Par Dick Bourgeois-Doyle


Tel un petit gamin maigrelet flottant dans son costume de Superman, je manquais de substance, mais c'est rayonnant de fierté que j'acceptai l'offre que l'on m'avait faite de collaborer avec Canadian Science Publishing (CSP) en tant que chroniqueur pour leur blogue (page en anglais seulement).

Je ne pouvais pas me targuer de maîtriser les politiques en matière de publication de CSP, ni aucun des domaines abordés par les revues scientifiques que la plateforme publie. Cependant, j'éprouvais une grande admiration pour la constance de l'organisation face aux perpétuels changements, et j'aimais sa présence en ligne, qui est pauvre en autopromotion et axée sur les communications scientifiques.

Par conséquent, bien que ma fierté et mon désir d'aider reposaient sur des raisons plutôt élémentaires, ma surprise fut grande lorsqu'au printemps, Rebecca, ma fille, biologiste à l'Université de Toronto, me parla de son ami Chris. Celui-ci, me dit-elle, avait un projet qui, à terme, pourrait rendre CSP inutile.

Plus tard, lorsque je rencontrai Chris dans un café de Kensington Market, je découvris qu'il venait d'avoir 30 ans, et que lui et moi avions un point en commun.

L'un comme l'autre, nous avons pris notre retraite cette année - lui à 30 ans, moi à 65 ans.

« C'est grâce aux bitcoins, a-t-il affirmé. C'est un peu comme gagner à la loterie. »

Bien qu'un peu envieux, et sur la défensive, je tentai de paraître détaché.

« Je suis plus impressionné par votre décision de vendre plutôt que d'acheter, » lui répondis-je en faisant semblant de connaître quelque chose au sujet de cette technologie.

Chris et ses fonds flexibles avaient capté mon attention, cependant, et la conversation nous amena à aborder nos plans de retraite respectifs : collaborer avec CSP pour moi, tenter d'en mettre à mal le paradigme de l'organisation pour lui.

Chris pourrait bien réintégrer le monde du travail un de ces jours.
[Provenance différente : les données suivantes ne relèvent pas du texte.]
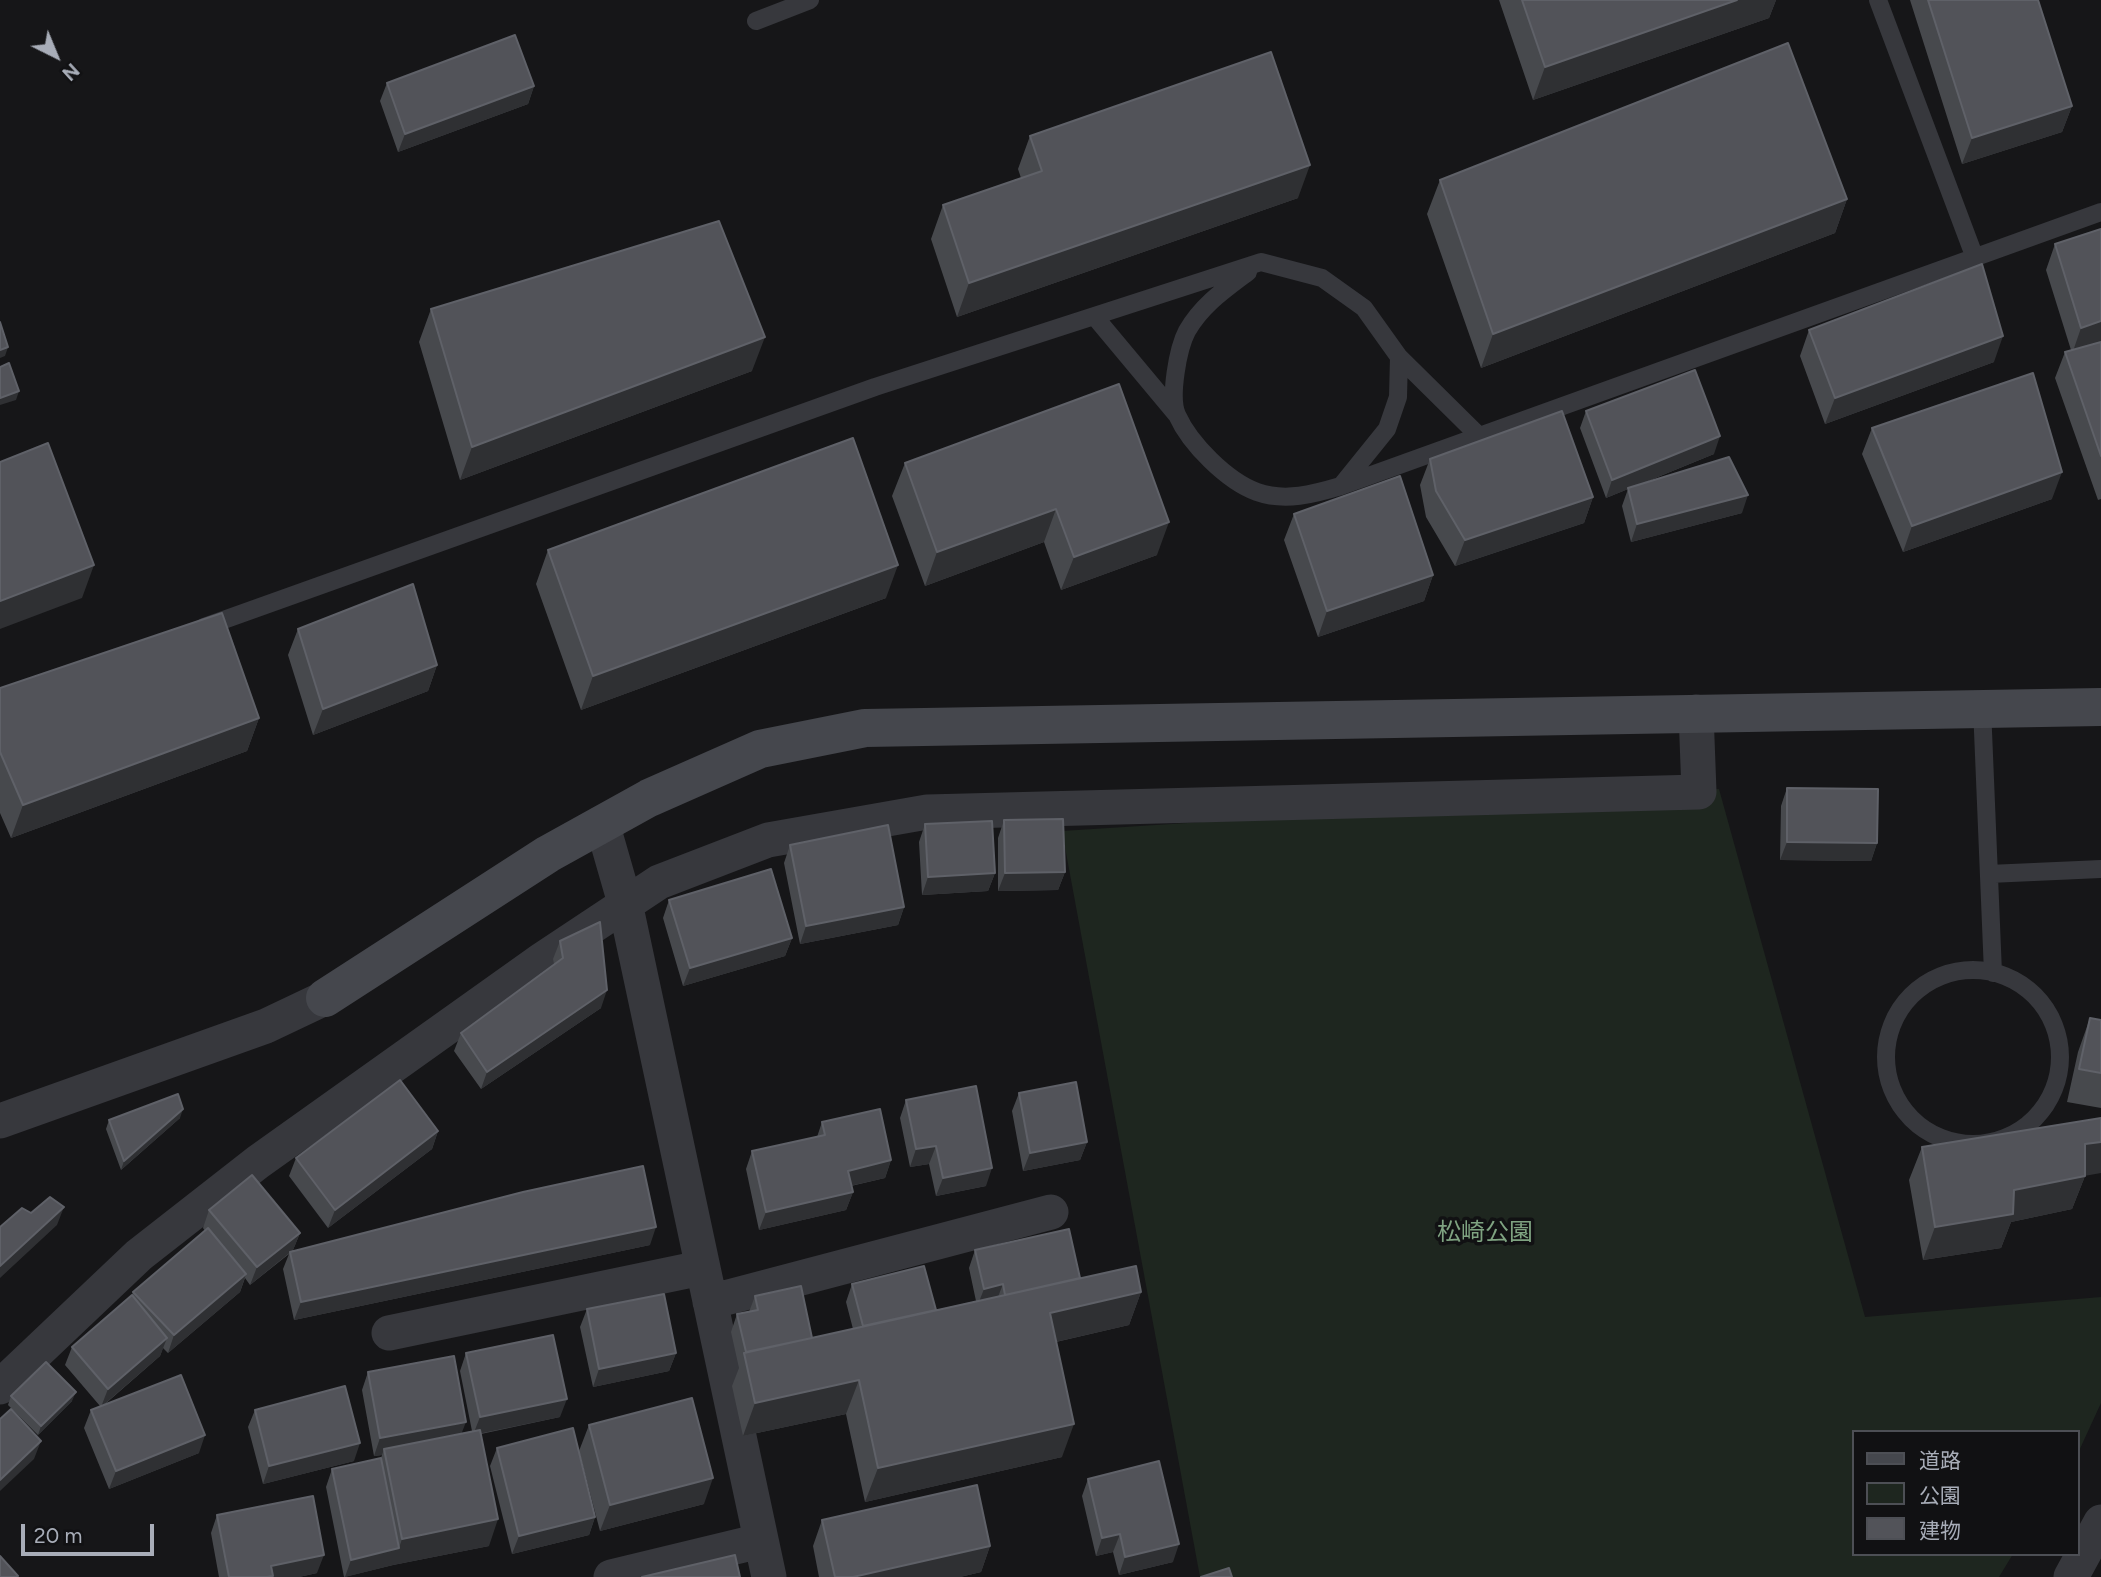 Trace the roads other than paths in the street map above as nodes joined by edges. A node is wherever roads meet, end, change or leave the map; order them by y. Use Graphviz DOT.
graph roads {
  1 [pos="810,0"];
  2 [pos="1878,0"];
  3 [pos="756,21"];
  4 [pos="2101,212"];
  5 [pos="1975,258"];
  6 [pos="1261,262"];
  7 [pos="1095,317"];
  8 [pos="1399,357"];
  9 [pos="1176,414"];
  10 [pos="1479,436"];
  11 [pos="1341,486"];
  12 [pos="183,635"];
  13 [pos="1982,707"];
  14 [pos="2101,707"];
  15 [pos="1696,712"];
  16 [pos="602,824"];
  17 [pos="2101,869"];
  18 [pos="1989,874"];
  19 [pos="625,903"];
  20 [pos="1993,973"];
  21 [pos="325,998"];
  22 [pos="0,1121"];
  23 [pos="1051,1212"];
  24 [pos="701,1268"];
  25 [pos="710,1302"];
  26 [pos="389,1333"];
  27 [pos="0,1387"];
  28 [pos="2101,1522"];
  29 [pos="760,1541"];
  30 [pos="611,1577"];
  31 [pos="769,1577"];
  32 [pos="2071,1577"];
  1 -- 3 [label="lane"];
  2 -- 5 [label="lane"];
  4 -- 5 [label="lane"];
  5 -- 10 [label="lane"];
  6 -- 7 [label="lane"];
  6 -- 8 [label="lane"];
  6 -- 9 [label="lane"];
  7 -- 9 [label="lane"];
  7 -- 12 [label="lane"];
  8 -- 10 [label="lane"];
  8 -- 11 [label="lane"];
  9 -- 11 [label="lane"];
  10 -- 11 [label="lane"];
  13 -- 14 [label="street"];
  13 -- 15 [label="street"];
  13 -- 18 [label="lane"];
  15 -- 16 [label="street"];
  15 -- 19 [label="street"];
  16 -- 19 [label="street"];
  16 -- 21 [label="street"];
  17 -- 18 [label="lane"];
  18 -- 20 [label="lane"];
  19 -- 24 [label="street"];
  19 -- 27 [label="street"];
  20 -- 20 [label="lane"];
  21 -- 22 [label="street"];
  23 -- 25 [label="street"];
  24 -- 25 [label="street"];
  24 -- 26 [label="street"];
  25 -- 29 [label="street"];
  28 -- 32 [label="street"];
  29 -- 30 [label="street"];
  29 -- 31 [label="street"];
}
Pour le moment, toutefois, il a quitté son emploi d'analyste Web au printemps dernier pour consacrer le petit pécule qu'il avait amassé avec ses bitcoins à l'application de la technologie au bien social, et notamment à la création de ce que Rebecca et lui considèrent comme « la revue scientifique de demain ».

Avant même que nous ayons cette conversation, j'avais entendu dire que les revues scientifiques pourraient bien être gérées un jour au moyen des chaînes de blocs, à la manière des bitcoins. Toute personne ayant acheté ou gagné des bitcoins le sait; les blocs d'une chaîne contiennent des registres horodatés constitués de fonctions de hachage liées à d'autres blocs et dans lesquels la cryptographie est omniprésente. Cette combinaison rend les renseignements que contient la chaîne de blocs (tout du moins pour le moment) inviolables et faciles à authentifier par l'entremise de réseaux P2P.
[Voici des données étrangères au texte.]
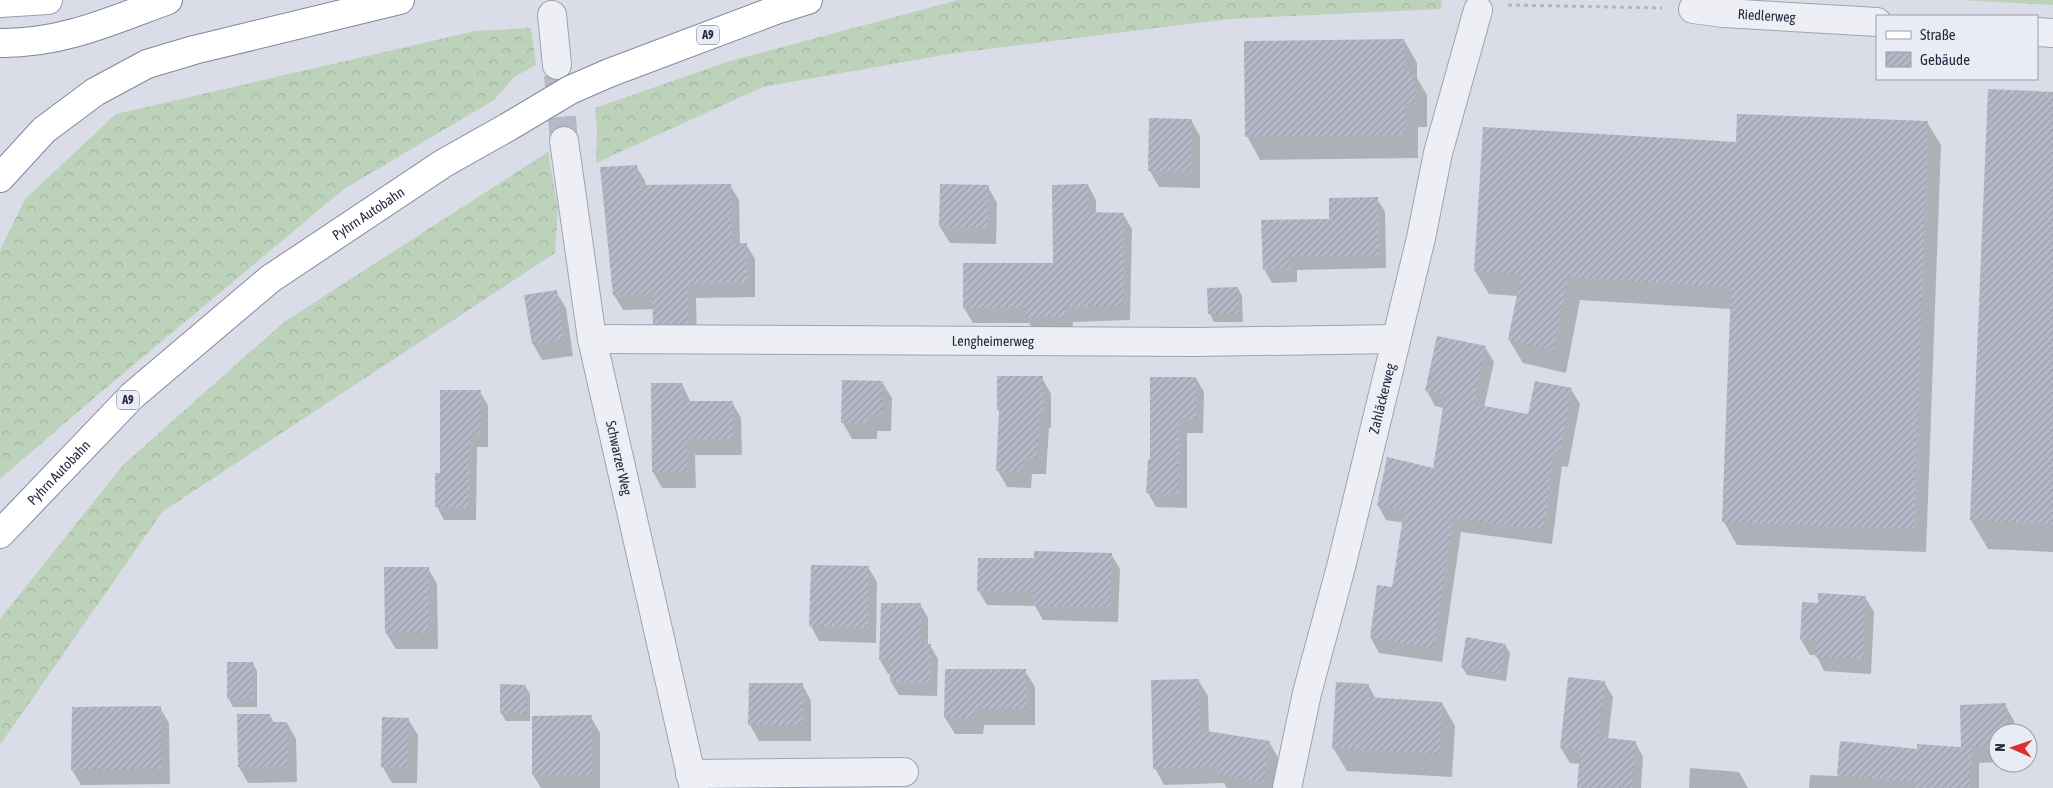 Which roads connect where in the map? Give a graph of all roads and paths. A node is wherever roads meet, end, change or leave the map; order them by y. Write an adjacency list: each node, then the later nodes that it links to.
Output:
1 (48, 0): 5 (main road)
2 (168, 0): 12 (main road)
3 (400, 0): 15 (main road)
4 (808, 0): 18 (main road, Pyhrn Autobahn / A9, bridge)
5 (0, 3)
6 (1693, 9): 7 (path); 9 (street, Riedlerweg)
7 (1478, 10): 17 (street, Zahläckerweg)
8 (552, 14): 13 (street)
9 (1876, 22)
10 (2038, 32): 11 (street)
11 (2053, 33)
12 (0, 43)
13 (558, 65)
14 (564, 141): 16 (street, Schwarzer Weg)
15 (0, 178)
16 (592, 339): 17 (street, Lengheimerweg); 20 (street, Schwarzer Weg)
17 (1396, 339): 21 (street, Zahläckerweg)
18 (0, 534)
19 (904, 772): 20 (street, Schwarzer Weg)
20 (692, 781)
21 (1288, 788)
Pour les milléniaux tels que Chris, ma fille et leurs amis, cette technologie constitue un format idéal pour la publication d'articles scientifiques qui pourront ainsi être enregistrés, diffusés et révisés, mais jamais modifiés.

« Je veux mettre sur pied une plateforme décentralisée au sein de laquelle les chercheurs pourront publier gratuitement leur travail et prendre part à un processus participatif de révision par les pairs, m'expliqua Chris. Les articles recevront une note calculée à partir de divers facteurs tels que le statut de la révision, la reproductibilité et la qualité des articles cités. Bien entendu, l'ensemble du contenu sera en libre accès. »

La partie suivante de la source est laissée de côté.